Consensys / goff

goff (go finite field) is a unix-like tool that generates fast field arithmetic in Go.
https://hackmd.io/@zkteam/goff
Apache License 2.0
76 stars 12 forks source link

Benchmarks #12

Closed jon-chuang closed 3 years ago

jon-chuang commented 4 years ago

Hi, I would like to invite the goff team to update their benchmark timings against zexe's new macro-based FF implementation. We used goff's no carry optimisation. I reference a relevant issue here: https://github.com/scipr-lab/zexe/issues/162.

My benchmarks show that zexe's original squaring implementation is faster (42.5ns vs 46.5ns) than goff's and on par for multiplication (50.2ns vs 50.3ns for goff on my machine).

To verify, please compile my fork with the appropriately modified benchmarks in the folder algebra-benches with RUSTFLAGS="--emit=asm" cargo +nightly bench.

jon-chuang commented 4 years ago

By the way, the timings for Barretenberg look wrong. The last time I checked, it was running at 22ns mul and 20ns squaring. Ours look like 25.5ns and 22.5ns.

jon-chuang commented 4 years ago

Also, @mratsim also brought up MCL, which is frighteningly fast.
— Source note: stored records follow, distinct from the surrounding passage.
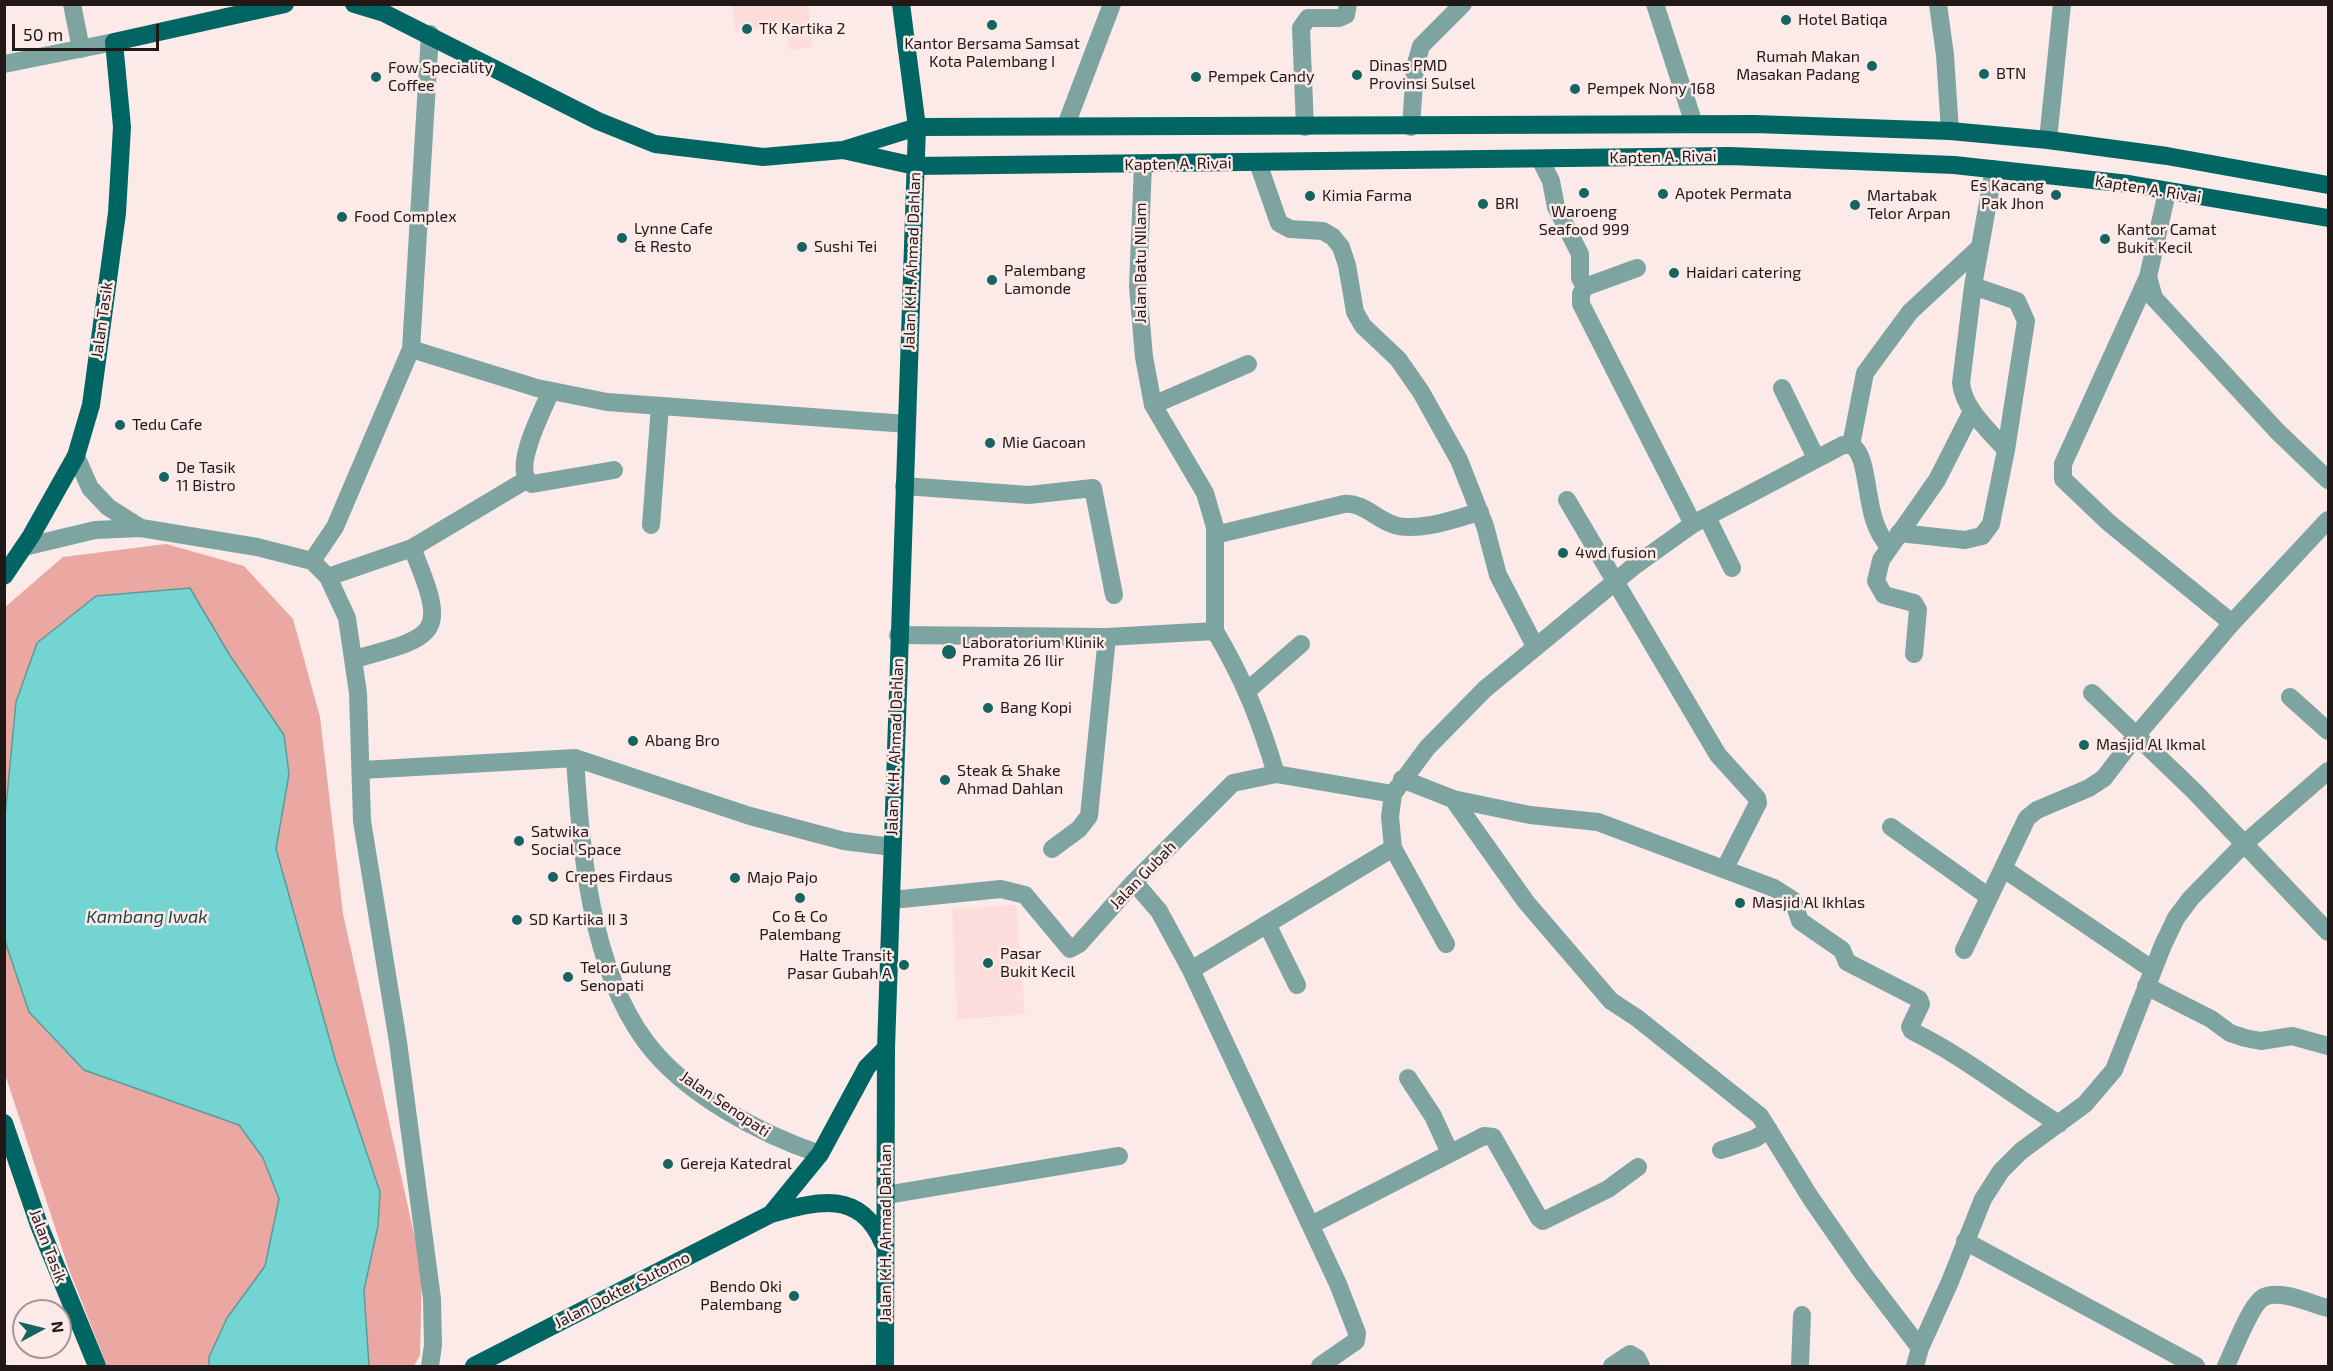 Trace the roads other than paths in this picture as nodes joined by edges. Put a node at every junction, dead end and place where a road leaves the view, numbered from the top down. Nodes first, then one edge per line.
1 (72, 4) edge
2 (285, 4) edge
3 (354, 4) edge
4 (901, 4) edge
5 (1112, 4) edge
6 (1348, 4) edge
7 (1463, 4) edge
8 (1655, 4) edge
9 (1938, 4) edge
10 (2062, 4) edge
11 (429, 34) junction
12 (114, 42) junction
13 (81, 49) junction
14 (4, 64) edge
15 (1694, 124) junction
16 (1066, 125) junction
17 (917, 127) junction
18 (1305, 127) junction
19 (1411, 127) junction
20 (1950, 131) junction
21 (2048, 140) junction
22 (843, 150) junction
23 (1540, 159) junction
24 (1258, 163) junction
25 (1143, 165) junction
26 (915, 166) junction
27 (1994, 169) junction
28 (2328, 185) edge
29 (2167, 192) junction
30 (2328, 218) edge
31 (1980, 247) junction
32 (1637, 268) dead end
33 (2148, 277) junction
34 (1973, 286) junction
35 (1585, 287) junction
36 (411, 349) junction
37 (1248, 364) dead end
38 (1782, 388) dead end
39 (551, 391) junction
40 (1153, 405) junction
41 (660, 406) junction
42 (1972, 411) junction
43 (907, 424) junction
44 (1851, 445) junction
45 (2006, 450) junction
46 (76, 456) junction
47 (1816, 458) junction
48 (614, 470) dead end
49 (526, 480) junction
50 (2328, 480) edge
51 (904, 486) junction
52 (1567, 500) dead end
53 (1480, 512) junction
54 (2328, 520) edge
55 (1700, 521) junction
56 (651, 525) dead end
57 (141, 528) junction
58 (1215, 535) junction
59 (1894, 539) junction
60 (24, 547) junction
61 (412, 548) junction
62 (312, 561) junction
63 (1732, 568) dead end
64 (6, 570) edge
65 (328, 577) junction
66 (1614, 584) junction
67 (1114, 595) dead end
68 (2232, 623) junction
69 (1215, 631) junction
70 (898, 635) junction
71 (1107, 637) junction
72 (1301, 644) dead end
73 (1535, 646) junction
74 (1914, 654) dead end
75 (355, 660) junction
76 (1248, 691) junction
77 (2092, 693) dead end
78 (2290, 697) dead end
79 (2328, 731) edge
80 (2136, 736) junction
81 (575, 758) junction
82 (362, 770) junction
83 (2328, 773) edge
84 (1276, 774) junction
85 (1397, 787) junction
86 (1453, 799) junction
87 (1891, 827) dead end
88 (2244, 844) junction
89 (892, 847) junction
90 (1393, 848) junction
91 (1052, 849) dead end
92 (1725, 868) junction
93 (2004, 869) junction
94 (1134, 882) junction
95 (1989, 897) junction
96 (892, 900) junction
97 (1267, 924) junction
98 (2328, 932) edge
99 (1446, 944) dead end
100 (1964, 950) dead end
101 (1191, 970) junction
102 (2150, 978) junction
103 (1297, 985) dead end
104 (2328, 1046) edge
105 (886, 1048) junction
106 (1408, 1078) dead end
107 (4, 1123) edge
108 (2059, 1124) junction
109 (1769, 1130) junction
110 (1720, 1150) dead end
111 (1450, 1153) junction
112 (820, 1155) junction
113 (1119, 1156) dead end
114 (1638, 1167) dead end
115 (886, 1195) junction
116 (771, 1214) junction
117 (1311, 1225) junction
118 (1965, 1241) junction
119 (885, 1247) junction
120 (2328, 1308) edge
121 (1802, 1315) dead end
122 (1920, 1348) junction
123 (97, 1366) edge
124 (430, 1366) edge
125 (474, 1366) edge
126 (885, 1366) edge
127 (1320, 1366) edge
128 (1612, 1366) edge
129 (1641, 1366) edge
130 (1800, 1366) edge
131 (1916, 1366) edge
132 (2196, 1366) edge
133 (2226, 1366) edge

1 - 13 street
2 - 12 main road
3 - 11 main road
4 - 17 main road, Jalan K.H. Ahmad Dahlan
5 - 16 street
6 - 18 street
7 - 19 street
8 - 15 street
9 - 20 street
10 - 21 street
11 - 22 main road
11 - 36 street
12 - 13 street
12 - 46 main road, Jalan Tasik
13 - 14 street
15 - 19 main road, Kapten A. Rivai
15 - 20 main road, Kapten A. Rivai
16 - 17 main road, Kapten A. Rivai
16 - 18 main road, Kapten A. Rivai
17 - 22 main road, Kapten A. Rivai
17 - 26 main road, Jalan K.H. Ahmad Dahlan
18 - 19 main road, Kapten A. Rivai
20 - 21 main road, Kapten A. Rivai
21 - 28 main road, Kapten A. Rivai
22 - 26 main road, Kapten A. Rivai
23 - 24 main road, Kapten A. Rivai
23 - 27 main road, Kapten A. Rivai
23 - 35 street
24 - 25 main road, Kapten A. Rivai
24 - 53 street
25 - 26 main road, Kapten A. Rivai
25 - 40 street, Jalan Batu NIlam
26 - 43 main road, Jalan K.H. Ahmad Dahlan
27 - 29 main road, Kapten A. Rivai
27 - 31 street
29 - 30 main road, Kapten A. Rivai
29 - 33 street
31 - 34 street
31 - 44 street
32 - 35 street
33 - 50 street
33 - 68 street
34 - 42 street
34 - 45 street
35 - 55 street
36 - 39 street
36 - 62 street
37 - 40 street
38 - 47 street
39 - 41 street
39 - 49 street
40 - 58 street, Jalan Batu NIlam
41 - 43 street
41 - 56 street
42 - 45 street
42 - 59 street
43 - 51 main road, Jalan K.H. Ahmad Dahlan
44 - 47 street
44 - 59 street
45 - 59 street
46 - 57 street
46 - 60 main road, Jalan Tasik
47 - 55 street
48 - 49 street
49 - 61 street
51 - 67 street
51 - 70 main road, Jalan K.H. Ahmad Dahlan
52 - 66 street
53 - 58 street
53 - 73 street
54 - 68 street
55 - 63 street
55 - 66 street
57 - 60 street
57 - 62 street
58 - 69 street, Jalan Batu NIlam
59 - 74 street
60 - 64 main road, Jalan Tasik
61 - 65 street
61 - 75 street
62 - 65 street
65 - 75 street
66 - 73 street
66 - 92 street
68 - 80 street
69 - 71 street
69 - 76 street
70 - 71 street
70 - 89 main road, Jalan K.H. Ahmad Dahlan
71 - 91 street
72 - 76 street
73 - 85 street
75 - 82 street
76 - 84 street
77 - 80 street
78 - 79 street
80 - 88 street
80 - 93 street
81 - 82 street
81 - 89 street
81 - 112 street, Jalan Senopati
82 - 124 street
83 - 88 street
84 - 85 street, Jalan Gubah
84 - 94 street, Jalan Gubah
85 - 86 street, Jalan Gubah
85 - 90 street
86 - 92 street, Jalan Gubah
86 - 109 street
87 - 95 street
88 - 98 street
88 - 102 street
89 - 96 main road, Jalan K.H. Ahmad Dahlan
90 - 97 street
90 - 99 street
92 - 108 street, Jalan Gubah
93 - 95 street
93 - 102 street
94 - 96 street, Jalan Gubah
94 - 101 street
95 - 100 street
96 - 105 main road, Jalan K.H. Ahmad Dahlan
97 - 101 street
97 - 103 street
101 - 117 street
102 - 104 street
102 - 108 street
105 - 112 main road
105 - 115 main road, Jalan K.H. Ahmad Dahlan
106 - 111 street
107 - 123 main road, Jalan Tasik
108 - 118 street
109 - 110 street
109 - 122 street
111 - 114 street
111 - 117 street
112 - 116 main road
113 - 115 street
115 - 119 main road, Jalan K.H. Ahmad Dahlan
116 - 119 main road
116 - 125 main road, Jalan Dokter Sutomo
117 - 127 street
118 - 122 street
118 - 132 street
119 - 126 main road, Jalan K.H. Ahmad Dahlan
120 - 133 street
121 - 130 street
122 - 131 street
128 - 129 street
Once Barretenberg's benchmarking is back up to speed, it would be nice to do a proper benchmark and set the records straight. The next step for us is to use macros to generate ASM strings with ADX (mulx, adoc, adox) instructions for broadwell and newer CPUs.

gbotrel commented 4 years ago

Thanks for that; will add that to our backlog -- when time permits, I was hoping to create a separate repo with proper docker images for each of this libraries benchmarks, not high priority on our side for now though. I suspect few projects in the space are running various benchmarks in various conditions, will be nice to have a "common benchmarking context".
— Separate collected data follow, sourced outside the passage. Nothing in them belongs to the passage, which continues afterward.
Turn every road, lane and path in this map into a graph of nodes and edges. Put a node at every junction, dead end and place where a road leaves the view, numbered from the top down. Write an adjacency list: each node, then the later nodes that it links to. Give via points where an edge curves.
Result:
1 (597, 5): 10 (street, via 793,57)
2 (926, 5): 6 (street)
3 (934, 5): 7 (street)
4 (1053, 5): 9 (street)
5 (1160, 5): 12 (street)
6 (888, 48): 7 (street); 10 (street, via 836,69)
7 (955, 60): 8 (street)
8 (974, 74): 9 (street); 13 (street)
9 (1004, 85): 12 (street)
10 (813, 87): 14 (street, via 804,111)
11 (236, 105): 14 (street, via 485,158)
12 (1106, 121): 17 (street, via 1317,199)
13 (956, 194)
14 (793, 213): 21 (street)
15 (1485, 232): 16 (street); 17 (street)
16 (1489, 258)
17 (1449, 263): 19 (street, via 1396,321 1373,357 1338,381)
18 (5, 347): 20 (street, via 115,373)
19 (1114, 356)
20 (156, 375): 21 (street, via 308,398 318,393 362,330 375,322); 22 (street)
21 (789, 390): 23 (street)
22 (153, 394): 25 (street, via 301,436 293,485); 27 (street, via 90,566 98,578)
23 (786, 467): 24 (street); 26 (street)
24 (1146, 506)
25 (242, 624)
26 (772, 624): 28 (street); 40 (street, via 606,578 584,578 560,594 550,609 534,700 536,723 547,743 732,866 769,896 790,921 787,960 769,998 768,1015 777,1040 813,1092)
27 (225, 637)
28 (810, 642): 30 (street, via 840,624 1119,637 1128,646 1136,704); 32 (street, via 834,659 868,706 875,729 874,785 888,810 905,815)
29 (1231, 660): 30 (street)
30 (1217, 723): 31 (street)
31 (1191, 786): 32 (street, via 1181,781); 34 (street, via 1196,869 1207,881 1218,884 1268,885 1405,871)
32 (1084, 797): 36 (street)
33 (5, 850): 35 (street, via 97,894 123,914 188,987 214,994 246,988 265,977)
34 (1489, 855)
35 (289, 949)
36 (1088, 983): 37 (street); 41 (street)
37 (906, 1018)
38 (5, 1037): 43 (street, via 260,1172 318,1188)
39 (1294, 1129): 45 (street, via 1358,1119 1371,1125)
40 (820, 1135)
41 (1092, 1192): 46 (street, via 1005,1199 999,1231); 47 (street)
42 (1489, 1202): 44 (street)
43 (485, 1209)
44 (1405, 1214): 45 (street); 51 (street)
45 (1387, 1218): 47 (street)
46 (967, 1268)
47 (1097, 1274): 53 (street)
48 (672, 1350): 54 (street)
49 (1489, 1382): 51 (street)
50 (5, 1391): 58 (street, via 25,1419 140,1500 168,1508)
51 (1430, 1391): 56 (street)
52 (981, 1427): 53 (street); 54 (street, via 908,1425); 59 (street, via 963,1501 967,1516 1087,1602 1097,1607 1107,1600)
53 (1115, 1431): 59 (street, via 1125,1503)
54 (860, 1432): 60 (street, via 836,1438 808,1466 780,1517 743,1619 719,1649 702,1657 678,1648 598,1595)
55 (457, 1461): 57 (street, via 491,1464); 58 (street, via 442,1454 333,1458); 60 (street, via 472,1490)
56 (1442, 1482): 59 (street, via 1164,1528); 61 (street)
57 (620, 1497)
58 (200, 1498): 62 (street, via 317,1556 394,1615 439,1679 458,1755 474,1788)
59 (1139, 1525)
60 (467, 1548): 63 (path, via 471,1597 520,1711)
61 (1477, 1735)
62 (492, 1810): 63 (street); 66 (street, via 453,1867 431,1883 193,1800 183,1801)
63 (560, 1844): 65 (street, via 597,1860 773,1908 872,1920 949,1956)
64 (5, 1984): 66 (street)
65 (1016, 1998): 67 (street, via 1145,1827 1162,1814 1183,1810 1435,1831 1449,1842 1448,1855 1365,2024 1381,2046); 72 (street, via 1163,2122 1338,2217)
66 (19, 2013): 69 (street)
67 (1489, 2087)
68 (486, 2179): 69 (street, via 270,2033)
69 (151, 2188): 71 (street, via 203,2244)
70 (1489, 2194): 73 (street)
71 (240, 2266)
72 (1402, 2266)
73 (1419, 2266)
jon-chuang commented 4 years ago

I see. I would have loved to use intrinsics for ADX/MULX, but unfortunately the LLVM and hence rustc compilers don't emit it, so we have to resort to manipulating strings. Out of curiousity, is there intrinsics support in the go language/compiler?

gbotrel commented 4 years ago

Yes, and that's why we didn't need to write assembly so far: https://dave.cheney.net/2019/08/20/go-compiler-intrinsics .
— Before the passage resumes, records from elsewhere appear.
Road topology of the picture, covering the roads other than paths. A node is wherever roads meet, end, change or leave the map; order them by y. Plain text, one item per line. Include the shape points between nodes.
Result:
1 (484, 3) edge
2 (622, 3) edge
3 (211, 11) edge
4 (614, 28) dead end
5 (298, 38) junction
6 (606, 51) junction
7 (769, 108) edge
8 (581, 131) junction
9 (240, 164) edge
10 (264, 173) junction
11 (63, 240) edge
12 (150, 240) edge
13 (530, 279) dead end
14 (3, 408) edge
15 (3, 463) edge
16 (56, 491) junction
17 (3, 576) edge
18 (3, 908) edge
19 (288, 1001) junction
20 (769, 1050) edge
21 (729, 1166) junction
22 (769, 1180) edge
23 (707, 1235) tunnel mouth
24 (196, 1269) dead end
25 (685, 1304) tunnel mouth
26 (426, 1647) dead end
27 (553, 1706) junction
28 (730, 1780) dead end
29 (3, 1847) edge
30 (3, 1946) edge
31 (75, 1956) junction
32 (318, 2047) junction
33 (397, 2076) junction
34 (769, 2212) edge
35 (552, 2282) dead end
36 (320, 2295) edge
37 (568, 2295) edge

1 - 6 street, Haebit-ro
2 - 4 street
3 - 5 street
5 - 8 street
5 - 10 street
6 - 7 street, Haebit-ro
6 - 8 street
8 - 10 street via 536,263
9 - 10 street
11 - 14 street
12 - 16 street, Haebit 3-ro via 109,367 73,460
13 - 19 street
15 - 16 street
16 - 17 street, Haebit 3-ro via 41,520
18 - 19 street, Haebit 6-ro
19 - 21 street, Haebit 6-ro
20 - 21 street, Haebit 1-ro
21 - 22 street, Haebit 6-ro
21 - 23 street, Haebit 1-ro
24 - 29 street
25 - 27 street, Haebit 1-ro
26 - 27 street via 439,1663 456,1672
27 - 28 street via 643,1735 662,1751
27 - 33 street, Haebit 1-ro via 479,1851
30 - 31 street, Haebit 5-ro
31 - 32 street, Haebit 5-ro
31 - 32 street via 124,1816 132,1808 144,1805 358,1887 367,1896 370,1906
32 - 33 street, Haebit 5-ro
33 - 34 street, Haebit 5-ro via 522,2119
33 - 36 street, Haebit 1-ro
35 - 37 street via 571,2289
However, the current instrisics don't generate ADX/MULX, so to go that route (or the more crazy VPMADD52LUQ) we will likely resort to assembly for the Mul.

jon-chuang commented 4 years ago

VPAADDMULQ (IFMA) is for unsaturated representation isn't it? Are there any benchmarks that show that they are more performant for general primes? I know they are good for special primes (pseudomersenne/generalised mersenne), but as far as I know no such primes are used in pairing curves.

mratsim commented 4 years ago

VPADDMULQ (IFMA) is for unsaturated representation isn't it? Are there any benchmarks that show that they are more performant for general primes? I know they are good for special primes (pseudomersenne/generalised mersenne), but as far as I know no such primes are used in pairing curves.

Yes, they are for unsatured.

The best would be to benchmark Milagro/AMCL/MIRACL

I can provide bench for BLS12-381 specifically since I have to create some anyway and this is what we are using as a backend for Eth2 at https://github.com/status-im/nim-blscurve

I explored using lazy reduction and lazy carry for BN254 and BLS12-381 but ultimately I believe it's a dead-end, I explain my analysis in-depth here: https://github.com/mratsim/constantine/issues/15#issuecomment-602036864

Otherwise, I believe there are enough interest and parallel effort that maybe a common Discord/Matrix/Telegram chat for all implementers of optimized pairing libraries and maybe as a first outcome a shootout in the style of:

jon-chuang commented 4 years ago

Hi @mratsim, this seems like a great idea. Would you be willing to setup the benchmarking infrastructure? It seems like there are some issues getting around the different languages and benchmarking suites however. I was also thinking that we can pool some resources like generated assembly and benchmark those on different platforms.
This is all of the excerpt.